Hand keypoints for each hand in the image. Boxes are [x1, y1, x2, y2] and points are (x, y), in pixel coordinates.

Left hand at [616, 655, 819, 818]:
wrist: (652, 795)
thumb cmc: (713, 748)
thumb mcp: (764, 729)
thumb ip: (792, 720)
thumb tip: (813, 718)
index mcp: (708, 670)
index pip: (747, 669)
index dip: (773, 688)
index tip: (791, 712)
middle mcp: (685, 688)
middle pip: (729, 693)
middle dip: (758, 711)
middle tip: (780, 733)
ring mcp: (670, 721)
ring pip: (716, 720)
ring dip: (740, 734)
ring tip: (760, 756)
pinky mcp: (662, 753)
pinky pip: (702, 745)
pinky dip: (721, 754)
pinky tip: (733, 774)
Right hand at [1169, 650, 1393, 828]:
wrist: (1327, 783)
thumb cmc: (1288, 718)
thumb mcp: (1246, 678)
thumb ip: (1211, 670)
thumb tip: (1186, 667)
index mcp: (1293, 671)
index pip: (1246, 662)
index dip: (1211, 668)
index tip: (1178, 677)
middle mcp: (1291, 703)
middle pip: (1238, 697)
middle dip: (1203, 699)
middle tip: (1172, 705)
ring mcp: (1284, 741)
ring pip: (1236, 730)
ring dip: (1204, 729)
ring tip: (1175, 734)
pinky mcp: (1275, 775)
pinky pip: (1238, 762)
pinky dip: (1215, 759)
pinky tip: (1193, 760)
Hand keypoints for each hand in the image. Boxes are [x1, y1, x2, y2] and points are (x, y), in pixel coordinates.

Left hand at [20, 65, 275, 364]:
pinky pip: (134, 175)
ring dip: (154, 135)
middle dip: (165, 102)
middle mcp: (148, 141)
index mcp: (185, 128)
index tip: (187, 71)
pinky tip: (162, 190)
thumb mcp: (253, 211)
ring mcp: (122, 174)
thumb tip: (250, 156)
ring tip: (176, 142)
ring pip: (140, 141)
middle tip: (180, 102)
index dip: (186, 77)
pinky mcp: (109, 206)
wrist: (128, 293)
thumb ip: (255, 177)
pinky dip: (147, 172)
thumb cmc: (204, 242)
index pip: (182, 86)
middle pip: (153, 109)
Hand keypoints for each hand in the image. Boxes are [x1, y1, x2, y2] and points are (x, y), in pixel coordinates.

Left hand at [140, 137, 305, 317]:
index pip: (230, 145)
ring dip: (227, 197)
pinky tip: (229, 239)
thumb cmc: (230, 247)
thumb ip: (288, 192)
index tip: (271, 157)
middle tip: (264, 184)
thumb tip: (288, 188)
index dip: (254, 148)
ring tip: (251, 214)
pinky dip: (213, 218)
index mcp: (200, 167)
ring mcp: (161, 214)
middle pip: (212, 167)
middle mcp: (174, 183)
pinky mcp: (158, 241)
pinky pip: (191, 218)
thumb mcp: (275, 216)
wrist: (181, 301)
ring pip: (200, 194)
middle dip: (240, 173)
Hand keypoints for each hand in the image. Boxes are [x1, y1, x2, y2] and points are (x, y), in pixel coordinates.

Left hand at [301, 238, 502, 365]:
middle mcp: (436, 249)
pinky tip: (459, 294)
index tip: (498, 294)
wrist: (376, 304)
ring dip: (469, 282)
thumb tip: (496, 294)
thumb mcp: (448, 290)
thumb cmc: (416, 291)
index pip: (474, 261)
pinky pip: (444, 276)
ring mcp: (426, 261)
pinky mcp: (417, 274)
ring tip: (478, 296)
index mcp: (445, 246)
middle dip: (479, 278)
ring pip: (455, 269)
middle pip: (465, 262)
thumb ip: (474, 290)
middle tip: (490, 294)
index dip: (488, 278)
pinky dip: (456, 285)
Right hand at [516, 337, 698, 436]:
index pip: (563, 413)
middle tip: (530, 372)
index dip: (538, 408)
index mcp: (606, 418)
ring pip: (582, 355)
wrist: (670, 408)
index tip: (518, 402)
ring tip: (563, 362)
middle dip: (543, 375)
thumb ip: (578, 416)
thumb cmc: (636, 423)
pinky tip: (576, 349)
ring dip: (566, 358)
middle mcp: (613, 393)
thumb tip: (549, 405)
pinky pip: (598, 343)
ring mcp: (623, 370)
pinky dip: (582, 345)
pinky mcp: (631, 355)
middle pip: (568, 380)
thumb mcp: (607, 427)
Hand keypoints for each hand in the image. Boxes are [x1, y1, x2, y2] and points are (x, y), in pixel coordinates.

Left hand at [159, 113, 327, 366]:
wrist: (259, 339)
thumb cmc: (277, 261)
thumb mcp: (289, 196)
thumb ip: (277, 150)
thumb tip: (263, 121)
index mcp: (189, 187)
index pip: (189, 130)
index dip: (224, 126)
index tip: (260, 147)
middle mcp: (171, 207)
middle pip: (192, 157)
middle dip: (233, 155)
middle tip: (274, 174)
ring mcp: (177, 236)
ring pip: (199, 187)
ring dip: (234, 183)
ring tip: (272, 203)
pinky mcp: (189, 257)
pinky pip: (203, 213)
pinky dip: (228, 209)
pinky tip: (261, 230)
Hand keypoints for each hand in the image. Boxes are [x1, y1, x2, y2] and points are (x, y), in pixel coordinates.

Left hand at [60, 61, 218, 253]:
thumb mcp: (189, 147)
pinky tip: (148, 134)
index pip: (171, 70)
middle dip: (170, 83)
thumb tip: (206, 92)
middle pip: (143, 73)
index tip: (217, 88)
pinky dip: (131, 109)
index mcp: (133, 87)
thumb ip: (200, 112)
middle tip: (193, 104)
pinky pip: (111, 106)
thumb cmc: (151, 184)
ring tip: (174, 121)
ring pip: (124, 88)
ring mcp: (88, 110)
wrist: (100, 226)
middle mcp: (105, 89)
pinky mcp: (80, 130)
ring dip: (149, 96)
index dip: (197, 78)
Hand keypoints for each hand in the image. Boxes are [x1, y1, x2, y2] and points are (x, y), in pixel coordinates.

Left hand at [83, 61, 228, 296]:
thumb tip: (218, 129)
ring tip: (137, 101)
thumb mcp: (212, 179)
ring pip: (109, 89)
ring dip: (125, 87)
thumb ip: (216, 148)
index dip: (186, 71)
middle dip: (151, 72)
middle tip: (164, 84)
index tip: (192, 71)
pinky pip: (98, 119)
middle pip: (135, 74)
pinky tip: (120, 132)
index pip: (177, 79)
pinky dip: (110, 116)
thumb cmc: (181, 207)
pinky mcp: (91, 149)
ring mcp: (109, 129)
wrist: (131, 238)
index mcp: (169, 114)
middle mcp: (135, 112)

--- Task to complete ---
Copy task for the entries above: every line with the string "wrist".

--- Response below ---
wrist: (652, 795)
wrist: (1327, 783)
wrist: (128, 293)
wrist: (181, 301)
wrist: (376, 304)
wrist: (670, 408)
wrist: (259, 339)
wrist: (100, 226)
wrist: (131, 238)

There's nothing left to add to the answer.